Start of Dataset records
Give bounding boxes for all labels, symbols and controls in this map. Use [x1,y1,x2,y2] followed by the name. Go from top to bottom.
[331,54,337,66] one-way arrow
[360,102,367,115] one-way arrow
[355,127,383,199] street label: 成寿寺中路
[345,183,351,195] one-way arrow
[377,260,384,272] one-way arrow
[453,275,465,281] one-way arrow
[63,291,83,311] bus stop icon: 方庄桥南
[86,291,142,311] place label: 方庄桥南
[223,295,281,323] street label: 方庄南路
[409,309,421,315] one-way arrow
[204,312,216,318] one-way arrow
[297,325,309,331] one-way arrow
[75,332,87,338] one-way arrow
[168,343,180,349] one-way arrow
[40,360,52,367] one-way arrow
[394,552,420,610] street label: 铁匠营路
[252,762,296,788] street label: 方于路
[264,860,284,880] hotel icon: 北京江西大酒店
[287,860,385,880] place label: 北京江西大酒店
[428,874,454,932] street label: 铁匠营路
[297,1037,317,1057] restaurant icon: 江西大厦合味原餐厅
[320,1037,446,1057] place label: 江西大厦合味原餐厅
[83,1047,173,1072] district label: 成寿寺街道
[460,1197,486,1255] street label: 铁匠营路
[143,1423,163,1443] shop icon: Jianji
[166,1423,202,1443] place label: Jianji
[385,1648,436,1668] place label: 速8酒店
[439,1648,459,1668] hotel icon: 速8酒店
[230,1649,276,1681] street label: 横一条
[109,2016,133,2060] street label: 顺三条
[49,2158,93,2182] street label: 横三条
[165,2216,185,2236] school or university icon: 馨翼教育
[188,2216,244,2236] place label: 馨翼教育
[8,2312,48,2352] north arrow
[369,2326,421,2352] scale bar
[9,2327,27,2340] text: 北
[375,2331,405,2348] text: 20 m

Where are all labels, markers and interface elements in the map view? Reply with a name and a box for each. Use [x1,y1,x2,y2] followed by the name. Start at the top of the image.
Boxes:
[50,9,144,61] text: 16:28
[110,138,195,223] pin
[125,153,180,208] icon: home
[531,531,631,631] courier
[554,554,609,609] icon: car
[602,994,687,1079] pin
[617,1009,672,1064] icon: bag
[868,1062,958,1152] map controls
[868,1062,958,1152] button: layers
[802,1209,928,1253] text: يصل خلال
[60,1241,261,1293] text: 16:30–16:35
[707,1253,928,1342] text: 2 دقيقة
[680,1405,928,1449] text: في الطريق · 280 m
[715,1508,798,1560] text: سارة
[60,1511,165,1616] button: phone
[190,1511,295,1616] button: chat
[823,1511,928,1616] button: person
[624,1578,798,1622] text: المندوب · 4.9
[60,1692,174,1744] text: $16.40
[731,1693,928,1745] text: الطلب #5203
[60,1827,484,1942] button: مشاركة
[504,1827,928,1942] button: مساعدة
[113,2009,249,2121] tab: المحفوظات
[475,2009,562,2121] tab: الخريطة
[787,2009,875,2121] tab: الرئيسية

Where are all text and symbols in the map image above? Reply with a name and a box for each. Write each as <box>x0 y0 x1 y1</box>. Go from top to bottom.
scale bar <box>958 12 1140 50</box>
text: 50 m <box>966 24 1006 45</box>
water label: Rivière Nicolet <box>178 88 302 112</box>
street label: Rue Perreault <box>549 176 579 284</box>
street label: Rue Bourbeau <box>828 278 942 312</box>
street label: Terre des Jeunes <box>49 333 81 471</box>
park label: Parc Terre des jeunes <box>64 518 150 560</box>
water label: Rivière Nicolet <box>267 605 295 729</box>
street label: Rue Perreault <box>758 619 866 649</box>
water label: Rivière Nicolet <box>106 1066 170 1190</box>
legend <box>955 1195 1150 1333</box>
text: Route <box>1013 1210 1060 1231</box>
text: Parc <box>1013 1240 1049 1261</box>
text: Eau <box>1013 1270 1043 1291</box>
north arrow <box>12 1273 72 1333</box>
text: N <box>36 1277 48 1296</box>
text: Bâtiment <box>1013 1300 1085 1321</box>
End of Dataset records
» Brief: Each entry above should be repeated exactly, with no line left out.

» Written response:
Give bounding boxes for all labels, symbols and controls in this map. Use [x1,y1,x2,y2] followed by the name. Go from top to bottom.
[331,54,337,66] one-way arrow
[360,102,367,115] one-way arrow
[355,127,383,199] street label: 成寿寺中路
[345,183,351,195] one-way arrow
[377,260,384,272] one-way arrow
[453,275,465,281] one-way arrow
[63,291,83,311] bus stop icon: 方庄桥南
[86,291,142,311] place label: 方庄桥南
[223,295,281,323] street label: 方庄南路
[409,309,421,315] one-way arrow
[204,312,216,318] one-way arrow
[297,325,309,331] one-way arrow
[75,332,87,338] one-way arrow
[168,343,180,349] one-way arrow
[40,360,52,367] one-way arrow
[394,552,420,610] street label: 铁匠营路
[252,762,296,788] street label: 方于路
[264,860,284,880] hotel icon: 北京江西大酒店
[287,860,385,880] place label: 北京江西大酒店
[428,874,454,932] street label: 铁匠营路
[297,1037,317,1057] restaurant icon: 江西大厦合味原餐厅
[320,1037,446,1057] place label: 江西大厦合味原餐厅
[83,1047,173,1072] district label: 成寿寺街道
[460,1197,486,1255] street label: 铁匠营路
[143,1423,163,1443] shop icon: Jianji
[166,1423,202,1443] place label: Jianji
[385,1648,436,1668] place label: 速8酒店
[439,1648,459,1668] hotel icon: 速8酒店
[230,1649,276,1681] street label: 横一条
[109,2016,133,2060] street label: 顺三条
[49,2158,93,2182] street label: 横三条
[165,2216,185,2236] school or university icon: 馨翼教育
[188,2216,244,2236] place label: 馨翼教育
[8,2312,48,2352] north arrow
[369,2326,421,2352] scale bar
[9,2327,27,2340] text: 北
[375,2331,405,2348] text: 20 m

Where are all labels, markers and interface elements in the map view? Reply with a name and a box for each. Use [x1,y1,x2,y2] followed by the name. Start at the top of the image.
Boxes:
[50,9,144,61] text: 16:28
[110,138,195,223] pin
[125,153,180,208] icon: home
[531,531,631,631] courier
[554,554,609,609] icon: car
[602,994,687,1079] pin
[617,1009,672,1064] icon: bag
[868,1062,958,1152] map controls
[868,1062,958,1152] button: layers
[802,1209,928,1253] text: يصل خلال
[60,1241,261,1293] text: 16:30–16:35
[707,1253,928,1342] text: 2 دقيقة
[680,1405,928,1449] text: في الطريق · 280 m
[715,1508,798,1560] text: سارة
[60,1511,165,1616] button: phone
[190,1511,295,1616] button: chat
[823,1511,928,1616] button: person
[624,1578,798,1622] text: المندوب · 4.9
[60,1692,174,1744] text: $16.40
[731,1693,928,1745] text: الطلب #5203
[60,1827,484,1942] button: مشاركة
[504,1827,928,1942] button: مساعدة
[113,2009,249,2121] tab: المحفوظات
[475,2009,562,2121] tab: الخريطة
[787,2009,875,2121] tab: الرئيسية

Where are all text and symbols in the map image above? Reply with a name and a box for each. Write each as <box>x0 y0 x1 y1</box>. Go from top to bottom.
scale bar <box>958 12 1140 50</box>
text: 50 m <box>966 24 1006 45</box>
water label: Rivière Nicolet <box>178 88 302 112</box>
street label: Rue Perreault <box>549 176 579 284</box>
street label: Rue Bourbeau <box>828 278 942 312</box>
street label: Terre des Jeunes <box>49 333 81 471</box>
park label: Parc Terre des jeunes <box>64 518 150 560</box>
water label: Rivière Nicolet <box>267 605 295 729</box>
street label: Rue Perreault <box>758 619 866 649</box>
water label: Rivière Nicolet <box>106 1066 170 1190</box>
legend <box>955 1195 1150 1333</box>
text: Route <box>1013 1210 1060 1231</box>
text: Parc <box>1013 1240 1049 1261</box>
text: Eau <box>1013 1270 1043 1291</box>
north arrow <box>12 1273 72 1333</box>
text: N <box>36 1277 48 1296</box>
text: Bâtiment <box>1013 1300 1085 1321</box>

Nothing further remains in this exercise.